Factors predisposing EMR to AML include an abnormal karyotype (e.g., t(8; 21), inv(16) and t(11q23)) FAB type M4, five morphologies, and strong male predominance (3, 11). Additional EMR risk factors for ALL include male sex, age < 1 year or 10 years at diagnosis, WBC count of > 50,000/ L, T-cell lineage, and cytogenic abnormalities such as t(9; 22) (4, 5, 12). In our study, patients with EMR had a significantly higher incidence of t(8; 21) cytogenetics. The most frequent FAB morphology was M2 in AML and L1 in ALL patients. A strong male predominance (68.2%) was also found.
Patients with or without prior EMD had different EMR rates (11). However, unlike previous studies, we found no significant correlation between initial EMD at first diagnosis and EMR. In our series, only 1 patient out of 22 s with EMR had initial EMD. However, the possibility of initial EMD cannot be completely excluded because the entire body screening is not usually performed at the initial work-up for acute leukemia except for symptomatic lesions.
EMR may occur at any part of the body. The most common sites of EMR are the CNS and skin in AML and CNS and testis in ALL (4, 9, 10).

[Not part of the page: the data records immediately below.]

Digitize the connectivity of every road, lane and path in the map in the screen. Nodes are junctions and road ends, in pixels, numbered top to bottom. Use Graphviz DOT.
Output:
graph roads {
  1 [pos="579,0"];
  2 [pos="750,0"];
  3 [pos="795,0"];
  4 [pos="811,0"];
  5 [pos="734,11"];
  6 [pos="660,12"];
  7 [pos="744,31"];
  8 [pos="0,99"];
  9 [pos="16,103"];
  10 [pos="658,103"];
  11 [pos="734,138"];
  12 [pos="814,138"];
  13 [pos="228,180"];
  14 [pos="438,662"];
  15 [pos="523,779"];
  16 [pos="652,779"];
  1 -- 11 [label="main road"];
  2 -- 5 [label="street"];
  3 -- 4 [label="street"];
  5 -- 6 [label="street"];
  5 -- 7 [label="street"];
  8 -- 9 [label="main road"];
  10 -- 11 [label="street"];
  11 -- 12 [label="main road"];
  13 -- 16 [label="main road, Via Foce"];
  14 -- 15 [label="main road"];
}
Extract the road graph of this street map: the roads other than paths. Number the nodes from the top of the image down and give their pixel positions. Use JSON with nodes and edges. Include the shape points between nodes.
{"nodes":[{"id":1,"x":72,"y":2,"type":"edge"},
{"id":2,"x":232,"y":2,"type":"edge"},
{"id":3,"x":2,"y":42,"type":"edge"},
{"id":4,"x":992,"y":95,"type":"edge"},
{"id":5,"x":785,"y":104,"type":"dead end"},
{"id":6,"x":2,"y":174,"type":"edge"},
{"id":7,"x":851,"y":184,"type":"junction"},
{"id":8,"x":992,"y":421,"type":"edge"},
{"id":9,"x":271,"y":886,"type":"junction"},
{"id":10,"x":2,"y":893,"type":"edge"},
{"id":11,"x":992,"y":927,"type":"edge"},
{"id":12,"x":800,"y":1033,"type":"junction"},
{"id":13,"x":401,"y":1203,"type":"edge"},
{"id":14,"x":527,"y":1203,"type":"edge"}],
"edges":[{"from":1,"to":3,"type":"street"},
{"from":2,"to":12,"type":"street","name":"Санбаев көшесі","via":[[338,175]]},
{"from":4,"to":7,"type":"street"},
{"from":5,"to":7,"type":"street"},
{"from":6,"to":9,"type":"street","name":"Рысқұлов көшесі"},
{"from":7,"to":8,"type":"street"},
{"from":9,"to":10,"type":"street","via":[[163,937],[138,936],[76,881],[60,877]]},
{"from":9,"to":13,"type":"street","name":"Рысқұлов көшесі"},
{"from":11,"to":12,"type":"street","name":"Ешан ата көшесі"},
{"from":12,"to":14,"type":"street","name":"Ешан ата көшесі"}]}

The most frequent site of EMR in our patients was the CNS, but different results were found in the predominant sites of EMR patients with AML and ALL. The sites of EMR were predominantly CNS except for CSF and bone in AML (29.2% and 16.7%, respectively) and CSF and kidney in ALL (28.6% and 42.8%, respectively).
EMR may herald BMR (within 1 to 12 months), and thus a prompt EMR diagnosis is necessary (5, 13). Our series revealed a similar finding and the mean interval until BMR was 3.4 (1 - 7.2) months.
The prognosis was better known among patients with isolated EMR than among patients with concurrent BMR or later (14, 15). In our series, EMR patients had concurrent BMR in 31.8% and exhibited a relatively grave clinical course.
A low incidence of EMR may cause misdiagnosis and delay in therapy. In addition, the radiologic features of EMR are usually similar to those of lymphoma, infection, and secondary neoplasm (1, 16, 17). However, EMR should be considered whenever a mass is newly detected in a patient with a history of acute leukemia.
Our study has several limitations. First, this work was a retrospective study and was based on a small number of patients. Second, we did not have pathologic confirmation of EMR in every case.
5.1. Conclusion
In conclusion, EMR appears to have a predilection for AML in CNS except for CSF and bone and ALL in CSF and kidney. No definite relationship was found between the initial EMD and EMR. Patients with EMR had a significantly high incidence of t(8: 21) cytogenetics and FAB M2 and L1 morphologies. Knowledge of the potential sites of EMR and their risk factors may be helpful in the early diagnosis of relapse and planning for therapy. Additional studies with greater samples may be needed to define the risk factors and prognostic indicators.